-------- Record excerpts

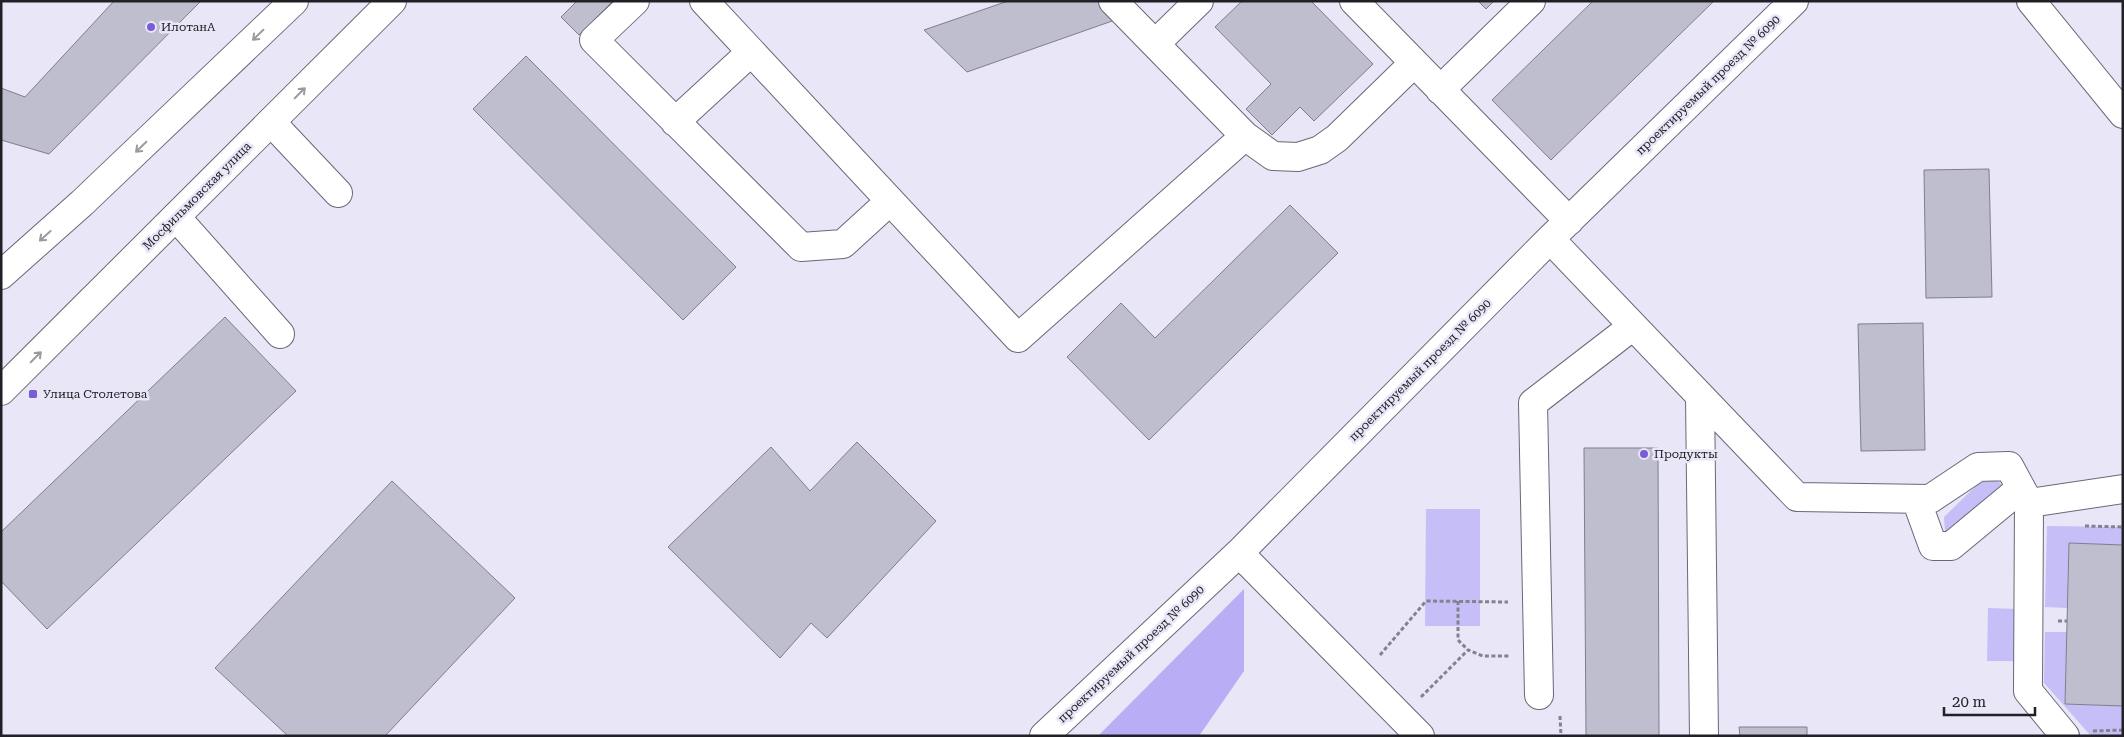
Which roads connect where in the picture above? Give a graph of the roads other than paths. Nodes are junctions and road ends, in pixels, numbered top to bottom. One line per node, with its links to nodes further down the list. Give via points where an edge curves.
1 (294, 1): 23 (street, one-way to 23, via 82,203)
2 (392, 1): 16 (street, Мосфильмовская улица, one-way to 2)
3 (635, 1): 17 (street, via 594,40)
4 (704, 1): 12 (street)
5 (1113, 1): 11 (street)
6 (1199, 1): 11 (street)
7 (1354, 1): 13 (street)
8 (1531, 1): 14 (street)
9 (1794, 1): 22 (street, проектируемый проезд № 6090)
10 (2031, 1): 15 (street)
11 (1155, 44): 18 (street)
12 (751, 52): 17 (street); 20 (street)
13 (1414, 63): 14 (street); 18 (street, via 1337,138 1320,150 1298,157 1273,156)
14 (1440, 90): 22 (street)
15 (2123, 114)
16 (271, 122): 19 (street); 21 (street, Мосфильмовская улица)
17 (675, 122): 20 (street, via 801,247 843,244)
18 (1245, 136): 20 (street, via 1018,338)
19 (338, 193)
20 (890, 201)
21 (176, 217): 25 (street); 26 (street, Мосфильмовская улица, one-way to 21)
22 (1559, 230): 24 (street); 31 (street, проектируемый проезд № 6090)
23 (1, 275)
24 (1633, 326): 27 (street); 32 (street, via 1533,403)
25 (280, 334)
26 (1, 391)
27 (1700, 396): 30 (street, via 1797,497); 36 (street)
28 (2123, 489): 29 (street)
29 (2025, 496): 30 (street, via 2009,466 1978,467 1930,499); 30 (street, via 1951,546 1933,546); 33 (street, via 2028,691)
30 (1916, 499)
31 (1239, 553): 34 (street, проектируемый проезд № 6090); 35 (street)
32 (1539, 695)
33 (2076, 733)
34 (1044, 736)
35 (1420, 736)
36 (1704, 736)

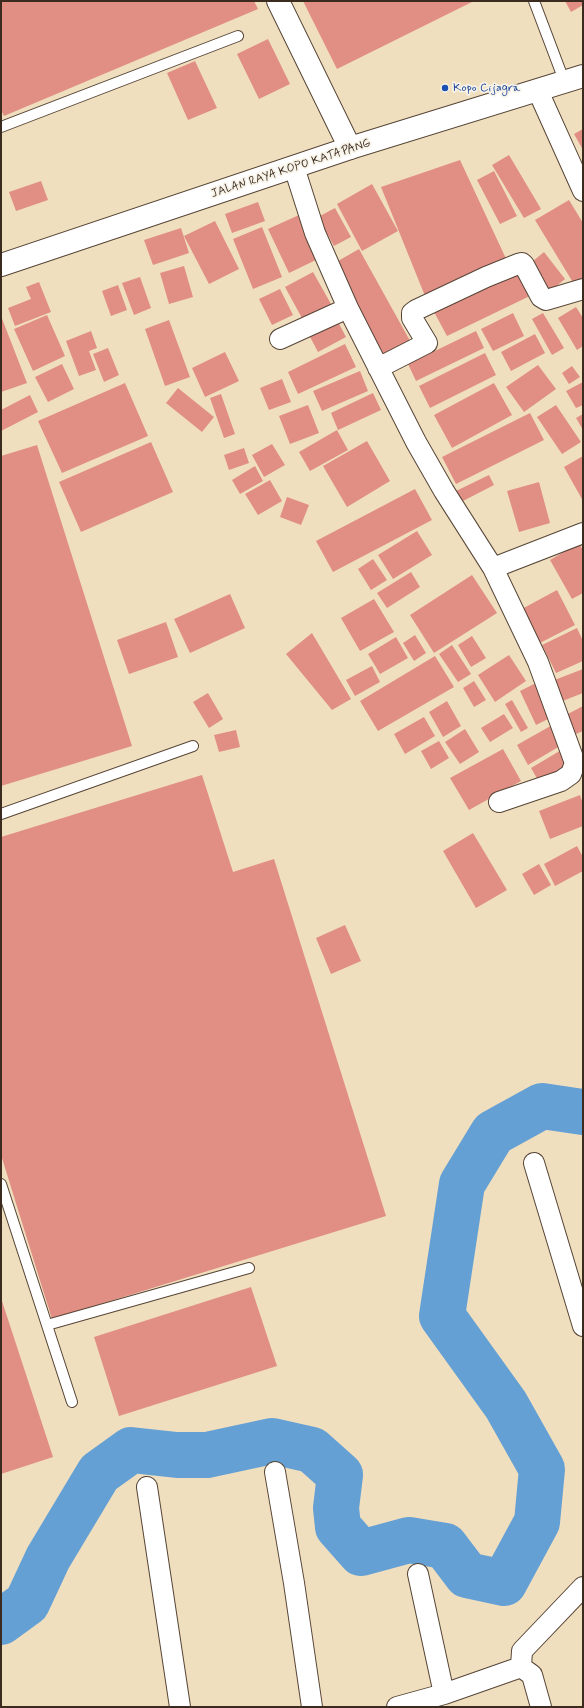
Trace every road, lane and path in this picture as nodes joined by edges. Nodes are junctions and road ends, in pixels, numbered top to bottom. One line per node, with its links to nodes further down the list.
1 (278, 1): 7 (main road)
2 (534, 1): 4 (lane)
3 (238, 36): 6 (lane)
4 (574, 79): 5 (main road, JALAN RAYA KOPO KATAPANG)
5 (538, 91): 7 (main road, JALAN RAYA KOPO KATAPANG); 9 (street)
6 (1, 127)
7 (350, 148): 8 (main road, JALAN RAYA KOPO KATAPANG)
8 (294, 167): 10 (main road, JALAN RAYA KOPO KATAPANG); 12 (street)
9 (583, 191)
10 (1, 265)
11 (583, 289): 14 (street)
12 (348, 308): 13 (street); 14 (street)
13 (280, 339)
14 (378, 368): 16 (street)
15 (583, 533): 16 (street)
16 (493, 568): 18 (street)
17 (194, 746): 19 (lane)
18 (499, 802)
19 (1, 814)
20 (534, 1163): 24 (street)
21 (1, 1184): 23 (lane)
22 (249, 1268): 23 (lane)
23 (47, 1325): 25 (lane)
24 (583, 1326)
25 (72, 1402)
26 (275, 1472): 33 (street)
27 (147, 1486): 32 (street)
28 (418, 1574): 31 (street)
29 (583, 1587): 30 (street)
30 (521, 1667): 31 (street); 35 (street)
31 (444, 1694): 34 (street)
32 (180, 1707)
33 (312, 1707)
34 (397, 1707)
35 (542, 1707)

----------------

▶ The problem: Omitting all images, print the listing exactly.

▶ Result:
Which roads connect where in the picture above? Give a graph of the roads other than paths. Nodes are junctions and road ends, in pixels, numbered top to bottom. One line per node, with its links to nodes further down the list. Give via points where an edge curves.
1 (294, 1): 23 (street, one-way to 23, via 82,203)
2 (392, 1): 16 (street, Мосфильмовская улица, one-way to 2)
3 (635, 1): 17 (street, via 594,40)
4 (704, 1): 12 (street)
5 (1113, 1): 11 (street)
6 (1199, 1): 11 (street)
7 (1354, 1): 13 (street)
8 (1531, 1): 14 (street)
9 (1794, 1): 22 (street, проектируемый проезд № 6090)
10 (2031, 1): 15 (street)
11 (1155, 44): 18 (street)
12 (751, 52): 17 (street); 20 (street)
13 (1414, 63): 14 (street); 18 (street, via 1337,138 1320,150 1298,157 1273,156)
14 (1440, 90): 22 (street)
15 (2123, 114)
16 (271, 122): 19 (street); 21 (street, Мосфильмовская улица)
17 (675, 122): 20 (street, via 801,247 843,244)
18 (1245, 136): 20 (street, via 1018,338)
19 (338, 193)
20 (890, 201)
21 (176, 217): 25 (street); 26 (street, Мосфильмовская улица, one-way to 21)
22 (1559, 230): 24 (street); 31 (street, проектируемый проезд № 6090)
23 (1, 275)
24 (1633, 326): 27 (street); 32 (street, via 1533,403)
25 (280, 334)
26 (1, 391)
27 (1700, 396): 30 (street, via 1797,497); 36 (street)
28 (2123, 489): 29 (street)
29 (2025, 496): 30 (street, via 2009,466 1978,467 1930,499); 30 (street, via 1951,546 1933,546); 33 (street, via 2028,691)
30 (1916, 499)
31 (1239, 553): 34 (street, проектируемый проезд № 6090); 35 (street)
32 (1539, 695)
33 (2076, 733)
34 (1044, 736)
35 (1420, 736)
36 (1704, 736)

Trace every road, lane and path in this picture as nodes joined by edges. Nodes are junctions and road ends, in pixels, numbered top to bottom. One line per node, with its links to nodes further down the list.
1 (278, 1): 7 (main road)
2 (534, 1): 4 (lane)
3 (238, 36): 6 (lane)
4 (574, 79): 5 (main road, JALAN RAYA KOPO KATAPANG)
5 (538, 91): 7 (main road, JALAN RAYA KOPO KATAPANG); 9 (street)
6 (1, 127)
7 (350, 148): 8 (main road, JALAN RAYA KOPO KATAPANG)
8 (294, 167): 10 (main road, JALAN RAYA KOPO KATAPANG); 12 (street)
9 (583, 191)
10 (1, 265)
11 (583, 289): 14 (street)
12 (348, 308): 13 (street); 14 (street)
13 (280, 339)
14 (378, 368): 16 (street)
15 (583, 533): 16 (street)
16 (493, 568): 18 (street)
17 (194, 746): 19 (lane)
18 (499, 802)
19 (1, 814)
20 (534, 1163): 24 (street)
21 (1, 1184): 23 (lane)
22 (249, 1268): 23 (lane)
23 (47, 1325): 25 (lane)
24 (583, 1326)
25 (72, 1402)
26 (275, 1472): 33 (street)
27 (147, 1486): 32 (street)
28 (418, 1574): 31 (street)
29 (583, 1587): 30 (street)
30 (521, 1667): 31 (street); 35 (street)
31 (444, 1694): 34 (street)
32 (180, 1707)
33 (312, 1707)
34 (397, 1707)
35 (542, 1707)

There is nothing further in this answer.